◆ WORK TO COMPLETE ◆
Two lines below mark the span: the one containing "middle dip: (138, 141)" and the one containing "thumb mcp: (110, 125)". Set down both, plus every line between, exactly as they stand, and nothing else.

◆ Saved data entries ◆
◇ ◇ ◇ ◇
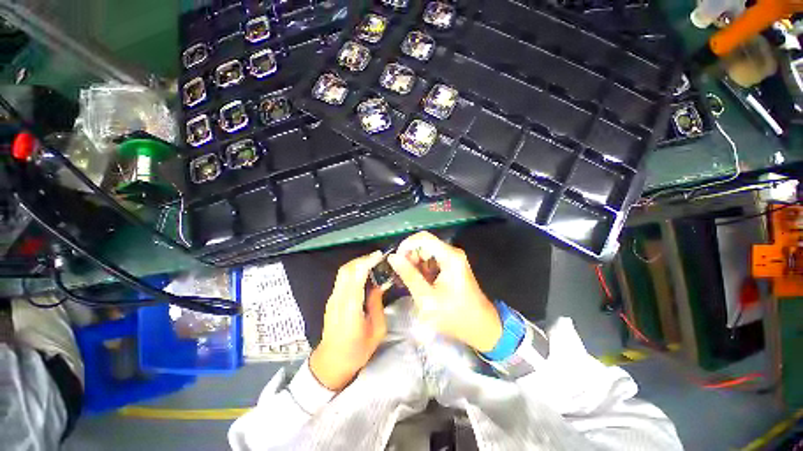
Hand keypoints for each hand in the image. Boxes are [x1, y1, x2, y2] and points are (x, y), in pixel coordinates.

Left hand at [309, 251, 387, 390]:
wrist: (332, 363)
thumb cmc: (357, 351)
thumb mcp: (376, 330)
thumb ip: (377, 304)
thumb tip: (379, 284)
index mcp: (351, 309)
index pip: (356, 278)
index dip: (367, 263)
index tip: (380, 255)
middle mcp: (338, 300)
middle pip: (346, 270)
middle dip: (362, 259)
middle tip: (378, 257)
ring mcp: (332, 299)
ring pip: (342, 272)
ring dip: (358, 263)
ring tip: (373, 262)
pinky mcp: (331, 299)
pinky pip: (342, 278)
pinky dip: (353, 270)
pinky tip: (364, 273)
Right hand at [388, 232, 501, 352]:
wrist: (480, 327)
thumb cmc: (454, 315)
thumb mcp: (427, 298)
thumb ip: (409, 275)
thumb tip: (393, 257)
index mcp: (449, 257)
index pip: (423, 238)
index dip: (406, 245)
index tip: (396, 261)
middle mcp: (452, 253)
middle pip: (424, 244)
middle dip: (410, 257)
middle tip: (402, 275)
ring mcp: (453, 259)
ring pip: (427, 252)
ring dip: (415, 264)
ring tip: (408, 282)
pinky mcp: (452, 266)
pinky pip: (432, 260)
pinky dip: (422, 269)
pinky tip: (418, 283)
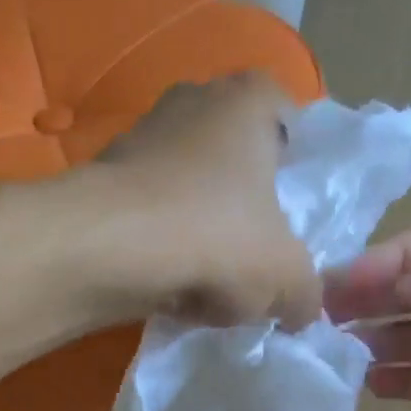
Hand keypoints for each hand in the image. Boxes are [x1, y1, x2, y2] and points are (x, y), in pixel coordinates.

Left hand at [94, 75, 319, 329]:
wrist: (107, 248)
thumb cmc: (215, 237)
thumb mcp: (285, 277)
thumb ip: (307, 293)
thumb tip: (305, 310)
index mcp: (248, 100)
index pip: (286, 114)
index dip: (294, 163)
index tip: (291, 209)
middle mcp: (193, 101)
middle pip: (234, 157)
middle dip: (244, 205)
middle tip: (254, 252)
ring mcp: (140, 137)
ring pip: (188, 188)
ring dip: (200, 231)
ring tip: (208, 283)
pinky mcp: (104, 180)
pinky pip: (149, 215)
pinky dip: (161, 247)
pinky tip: (169, 286)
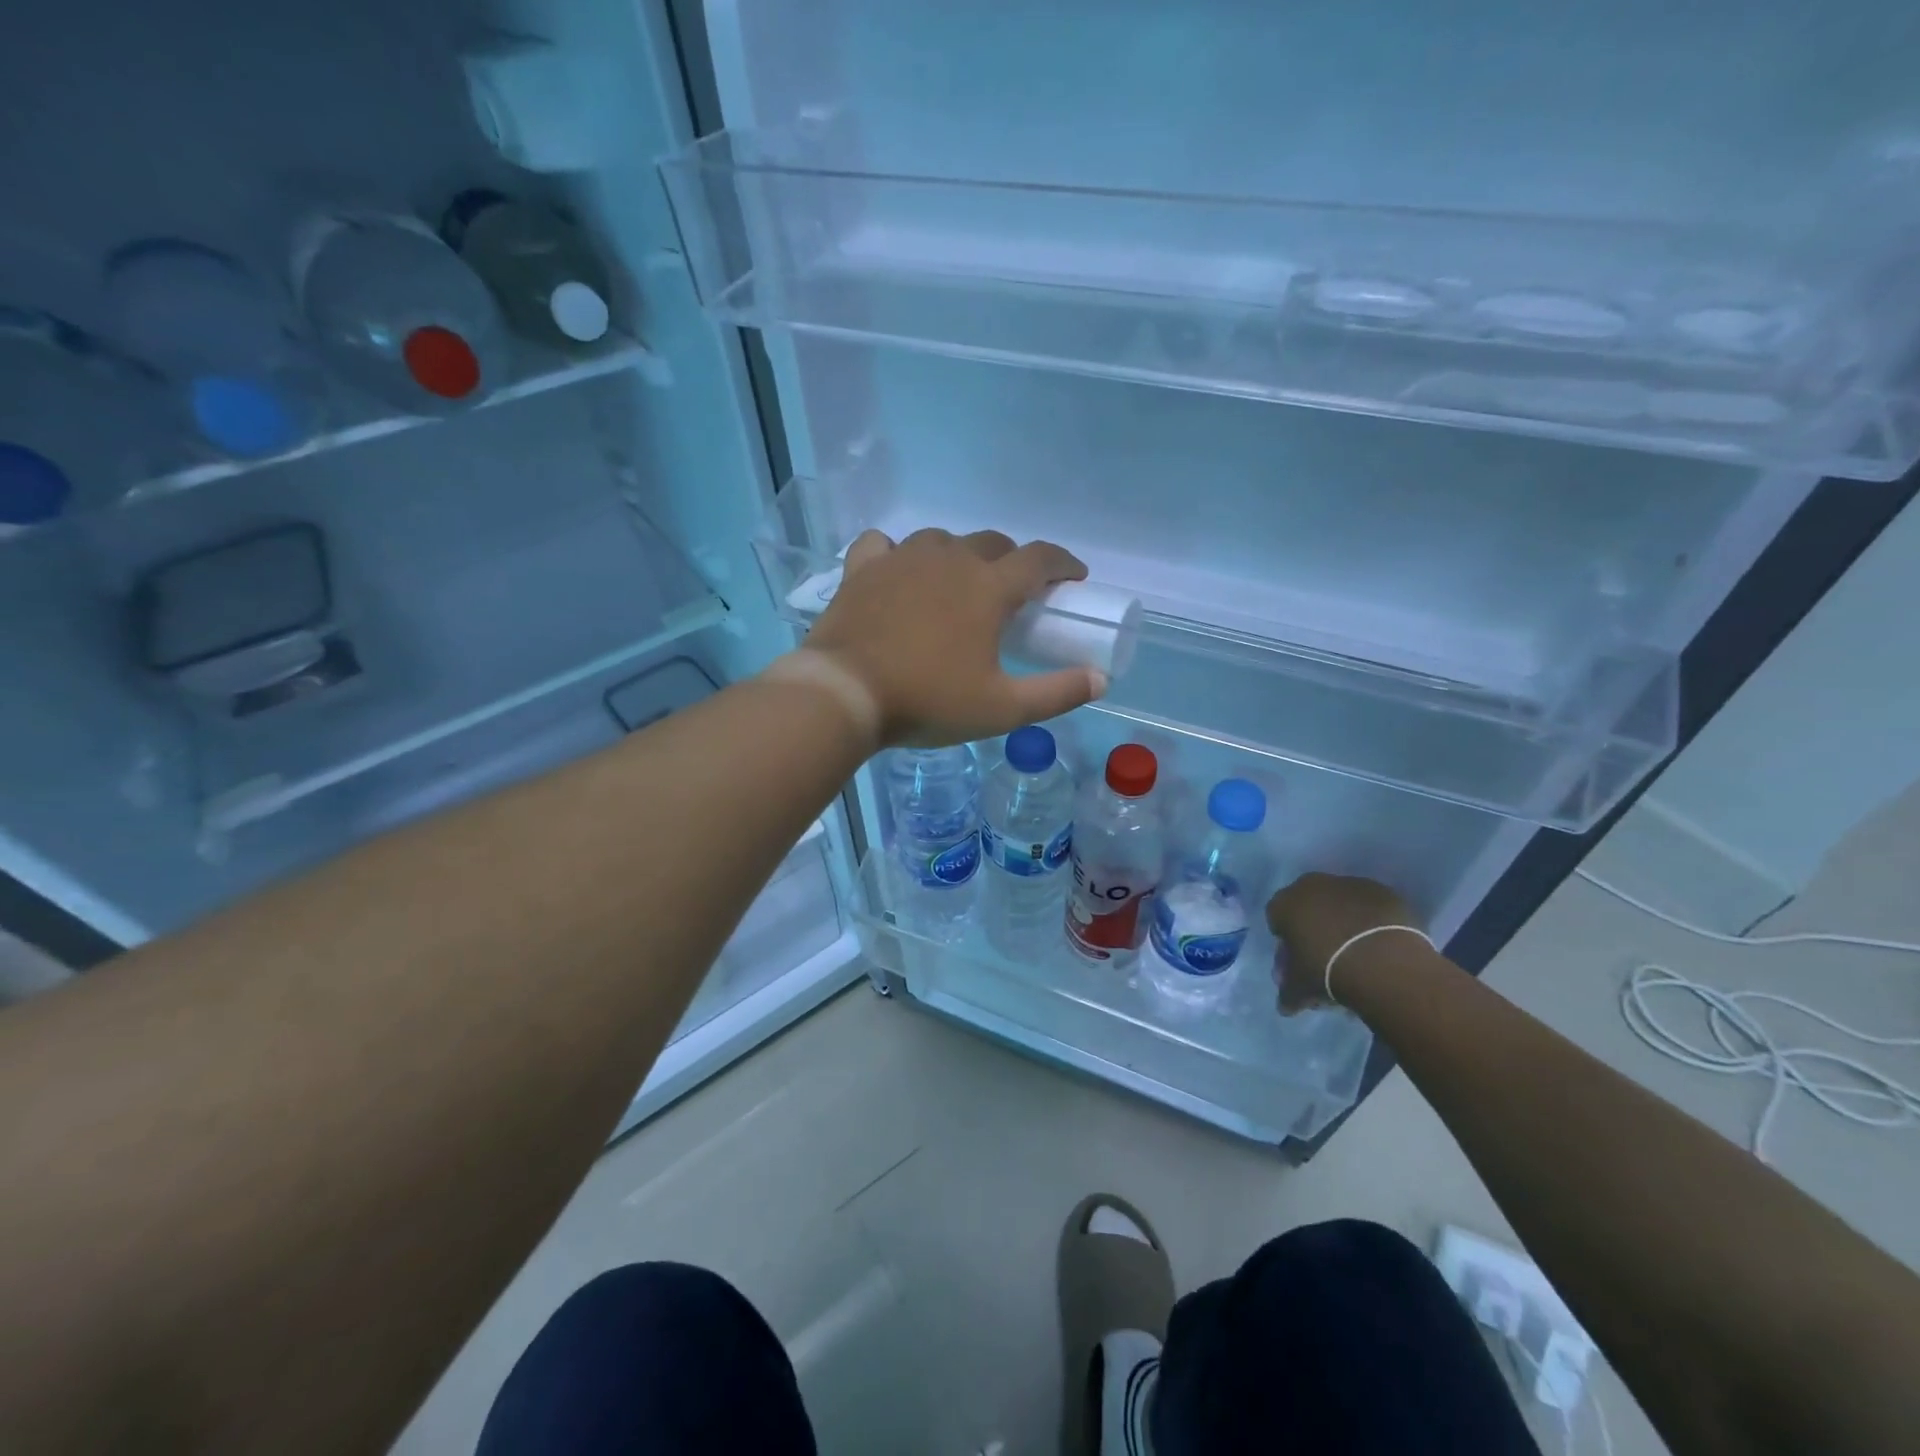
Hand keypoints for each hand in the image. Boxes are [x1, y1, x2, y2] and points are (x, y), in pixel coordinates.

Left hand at [804, 528, 1106, 746]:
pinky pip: (885, 545)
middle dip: (1013, 562)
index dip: (1064, 564)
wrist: (844, 694)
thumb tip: (1100, 680)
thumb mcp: (1002, 708)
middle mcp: (949, 559)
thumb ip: (1056, 693)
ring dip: (960, 556)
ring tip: (959, 585)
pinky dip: (898, 554)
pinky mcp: (862, 569)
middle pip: (993, 544)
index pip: (1040, 558)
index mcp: (988, 586)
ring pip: (943, 540)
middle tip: (1015, 594)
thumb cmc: (929, 701)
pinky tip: (898, 571)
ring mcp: (902, 558)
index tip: (1074, 579)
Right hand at [1266, 873, 1427, 1013]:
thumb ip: (1288, 993)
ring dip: (1342, 924)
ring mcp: (1349, 885)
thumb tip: (1285, 1006)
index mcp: (1285, 903)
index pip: (1276, 917)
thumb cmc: (1327, 970)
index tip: (1297, 961)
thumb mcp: (1300, 988)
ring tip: (1356, 956)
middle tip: (1325, 958)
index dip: (1285, 941)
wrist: (1383, 961)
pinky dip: (1369, 923)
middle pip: (1307, 907)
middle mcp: (1312, 885)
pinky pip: (1369, 908)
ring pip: (1339, 905)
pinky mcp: (1382, 892)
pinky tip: (1377, 947)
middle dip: (1312, 929)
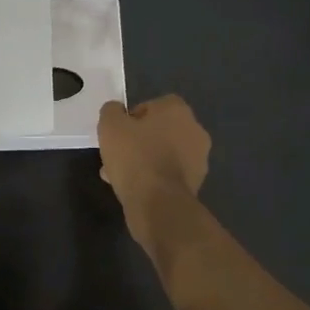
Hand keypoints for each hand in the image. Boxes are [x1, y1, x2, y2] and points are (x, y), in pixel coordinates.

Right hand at [97, 96, 210, 213]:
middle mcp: (194, 130)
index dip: (132, 118)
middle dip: (138, 141)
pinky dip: (154, 178)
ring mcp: (199, 158)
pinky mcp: (196, 183)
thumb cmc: (135, 157)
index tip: (119, 133)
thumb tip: (117, 111)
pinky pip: (169, 174)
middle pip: (159, 131)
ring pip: (163, 154)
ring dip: (145, 161)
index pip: (152, 106)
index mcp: (178, 110)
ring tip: (120, 176)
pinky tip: (134, 189)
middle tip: (118, 155)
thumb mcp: (110, 125)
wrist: (159, 204)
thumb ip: (112, 111)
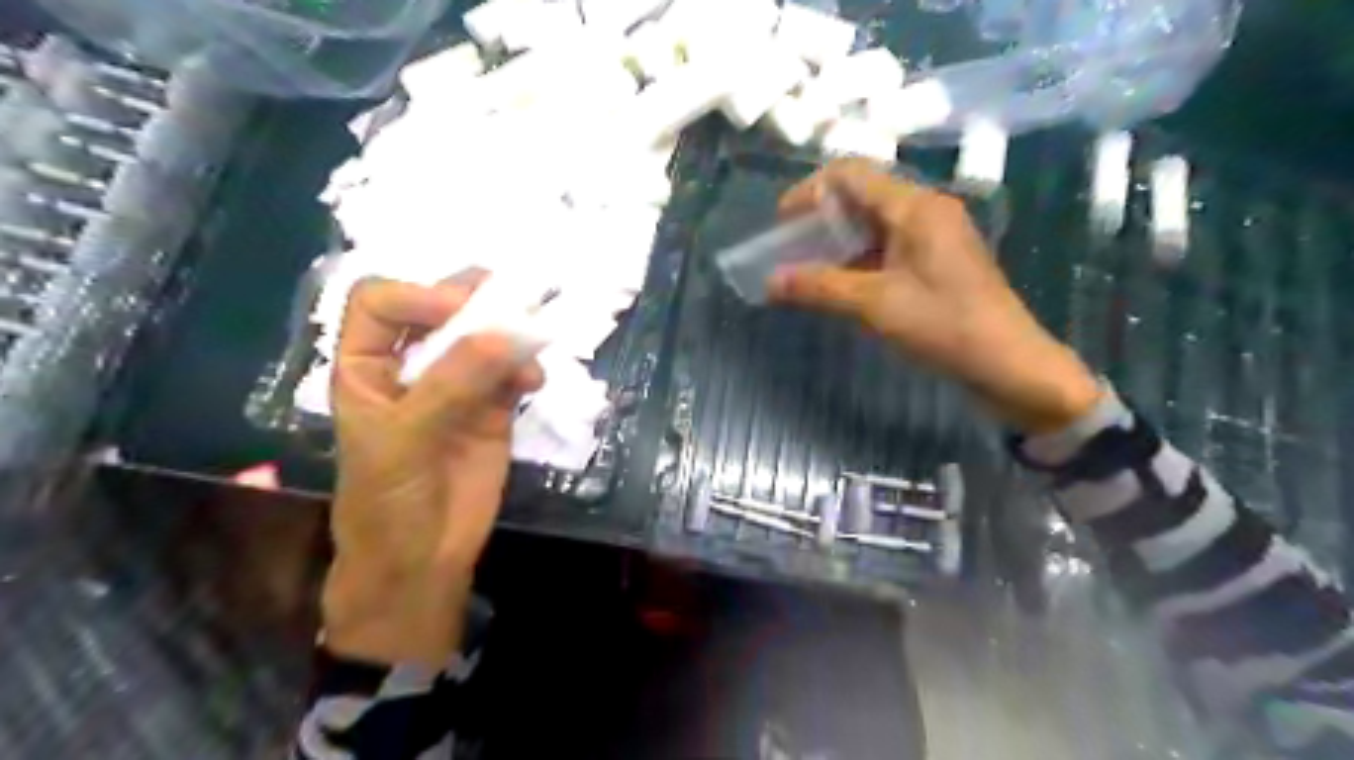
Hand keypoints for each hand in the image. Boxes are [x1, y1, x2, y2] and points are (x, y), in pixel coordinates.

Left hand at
◇ ◇ ◇ ◇
◆ REPLY ◆
middle dip: (138, 141)
pinky dip: (154, 178)
ring mcp: (199, 158)
pinky mcp: (196, 183)
thumb cmc: (135, 157)
index tip: (119, 133)
thumb tip: (117, 111)
pinky pip: (169, 174)
middle pip: (159, 131)
ring pip: (163, 154)
ring dip: (145, 161)
index pip: (152, 106)
index mcp: (178, 110)
ring tip: (120, 176)
pinky tip: (134, 189)
middle tip: (118, 155)
thumb mcp: (110, 125)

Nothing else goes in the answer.